===== SUPPLIED DATA =====
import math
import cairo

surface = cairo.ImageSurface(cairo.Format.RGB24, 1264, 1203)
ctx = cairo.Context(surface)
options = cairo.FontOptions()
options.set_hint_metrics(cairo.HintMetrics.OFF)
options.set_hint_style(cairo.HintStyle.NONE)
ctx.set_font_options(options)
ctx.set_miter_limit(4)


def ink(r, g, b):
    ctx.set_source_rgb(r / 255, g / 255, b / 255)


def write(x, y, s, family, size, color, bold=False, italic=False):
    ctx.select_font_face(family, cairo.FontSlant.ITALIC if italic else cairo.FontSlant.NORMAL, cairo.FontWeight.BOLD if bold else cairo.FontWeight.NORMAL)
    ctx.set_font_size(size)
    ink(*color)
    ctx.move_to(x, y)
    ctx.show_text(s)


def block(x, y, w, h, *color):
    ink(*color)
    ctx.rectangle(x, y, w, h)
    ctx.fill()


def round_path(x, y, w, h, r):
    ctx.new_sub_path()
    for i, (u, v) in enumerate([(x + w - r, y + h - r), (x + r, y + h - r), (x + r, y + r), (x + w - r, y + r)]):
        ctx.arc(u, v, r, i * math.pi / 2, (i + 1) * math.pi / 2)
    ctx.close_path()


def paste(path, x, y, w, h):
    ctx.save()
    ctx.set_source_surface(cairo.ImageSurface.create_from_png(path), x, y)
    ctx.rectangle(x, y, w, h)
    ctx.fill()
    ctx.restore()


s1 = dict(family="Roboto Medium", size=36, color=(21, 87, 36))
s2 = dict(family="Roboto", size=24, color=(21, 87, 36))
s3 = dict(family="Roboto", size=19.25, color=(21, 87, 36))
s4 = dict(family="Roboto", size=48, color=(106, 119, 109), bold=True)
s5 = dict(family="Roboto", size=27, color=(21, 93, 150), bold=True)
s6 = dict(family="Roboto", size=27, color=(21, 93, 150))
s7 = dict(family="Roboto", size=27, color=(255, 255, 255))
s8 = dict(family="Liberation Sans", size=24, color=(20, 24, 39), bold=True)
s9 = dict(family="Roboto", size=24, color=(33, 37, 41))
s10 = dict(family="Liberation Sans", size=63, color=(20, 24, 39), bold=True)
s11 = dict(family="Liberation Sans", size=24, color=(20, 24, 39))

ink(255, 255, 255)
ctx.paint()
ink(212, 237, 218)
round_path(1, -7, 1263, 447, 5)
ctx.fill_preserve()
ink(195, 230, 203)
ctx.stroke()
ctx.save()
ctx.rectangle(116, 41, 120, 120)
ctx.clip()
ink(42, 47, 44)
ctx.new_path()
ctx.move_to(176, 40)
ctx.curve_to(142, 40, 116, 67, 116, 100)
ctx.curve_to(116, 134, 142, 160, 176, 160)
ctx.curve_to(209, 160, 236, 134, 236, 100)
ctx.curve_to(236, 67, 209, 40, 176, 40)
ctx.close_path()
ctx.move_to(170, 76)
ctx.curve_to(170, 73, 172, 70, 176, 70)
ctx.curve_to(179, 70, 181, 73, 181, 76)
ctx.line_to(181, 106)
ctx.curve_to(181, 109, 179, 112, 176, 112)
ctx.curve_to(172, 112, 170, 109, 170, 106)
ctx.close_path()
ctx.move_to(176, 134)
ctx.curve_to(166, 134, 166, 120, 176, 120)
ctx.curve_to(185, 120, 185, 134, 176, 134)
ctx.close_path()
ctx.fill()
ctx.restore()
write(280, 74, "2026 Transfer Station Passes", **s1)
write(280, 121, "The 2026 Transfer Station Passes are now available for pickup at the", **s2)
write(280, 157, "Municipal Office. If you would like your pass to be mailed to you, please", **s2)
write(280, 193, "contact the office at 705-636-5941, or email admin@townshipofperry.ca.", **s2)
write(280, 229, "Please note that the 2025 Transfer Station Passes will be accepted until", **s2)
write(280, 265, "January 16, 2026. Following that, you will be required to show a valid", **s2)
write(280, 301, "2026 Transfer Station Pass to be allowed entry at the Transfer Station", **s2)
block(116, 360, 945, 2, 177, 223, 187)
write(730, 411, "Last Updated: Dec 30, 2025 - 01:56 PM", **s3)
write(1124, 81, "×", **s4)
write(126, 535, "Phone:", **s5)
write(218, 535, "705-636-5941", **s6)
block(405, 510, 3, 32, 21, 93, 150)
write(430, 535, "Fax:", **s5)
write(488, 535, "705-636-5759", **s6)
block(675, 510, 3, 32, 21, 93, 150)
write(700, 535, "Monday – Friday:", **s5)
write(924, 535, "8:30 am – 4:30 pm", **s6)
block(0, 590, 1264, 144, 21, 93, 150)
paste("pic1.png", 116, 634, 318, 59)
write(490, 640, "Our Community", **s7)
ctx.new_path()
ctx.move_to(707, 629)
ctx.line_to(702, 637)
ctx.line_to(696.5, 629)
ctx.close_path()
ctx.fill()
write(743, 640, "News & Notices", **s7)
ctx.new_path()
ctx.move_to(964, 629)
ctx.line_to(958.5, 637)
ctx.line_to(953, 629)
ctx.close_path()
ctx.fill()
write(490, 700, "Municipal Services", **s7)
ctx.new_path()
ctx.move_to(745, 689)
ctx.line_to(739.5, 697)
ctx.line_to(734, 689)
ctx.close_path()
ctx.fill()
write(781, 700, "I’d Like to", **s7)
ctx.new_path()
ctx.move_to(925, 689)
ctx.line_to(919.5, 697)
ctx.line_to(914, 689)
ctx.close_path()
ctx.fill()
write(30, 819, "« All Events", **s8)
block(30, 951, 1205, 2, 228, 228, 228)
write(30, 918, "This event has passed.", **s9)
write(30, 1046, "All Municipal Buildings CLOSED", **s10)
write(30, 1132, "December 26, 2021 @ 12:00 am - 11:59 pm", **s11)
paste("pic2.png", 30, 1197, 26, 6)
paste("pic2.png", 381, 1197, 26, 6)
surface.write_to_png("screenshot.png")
=====
- _AIM OF THE EXERCISE_:
Print exactly the lines of the listing above starting at the line containing "options.set_hint_style(cairo.HintStyle.NONE)" and ending at the line containing "ctx.new_sub_path()", both included.

- _RESULT FOR THIS TASK_:
options.set_hint_style(cairo.HintStyle.NONE)
ctx.set_font_options(options)
ctx.set_miter_limit(4)


def ink(r, g, b):
    ctx.set_source_rgb(r / 255, g / 255, b / 255)


def write(x, y, s, family, size, color, bold=False, italic=False):
    ctx.select_font_face(family, cairo.FontSlant.ITALIC if italic else cairo.FontSlant.NORMAL, cairo.FontWeight.BOLD if bold else cairo.FontWeight.NORMAL)
    ctx.set_font_size(size)
    ink(*color)
    ctx.move_to(x, y)
    ctx.show_text(s)


def block(x, y, w, h, *color):
    ink(*color)
    ctx.rectangle(x, y, w, h)
    ctx.fill()


def round_path(x, y, w, h, r):
    ctx.new_sub_path()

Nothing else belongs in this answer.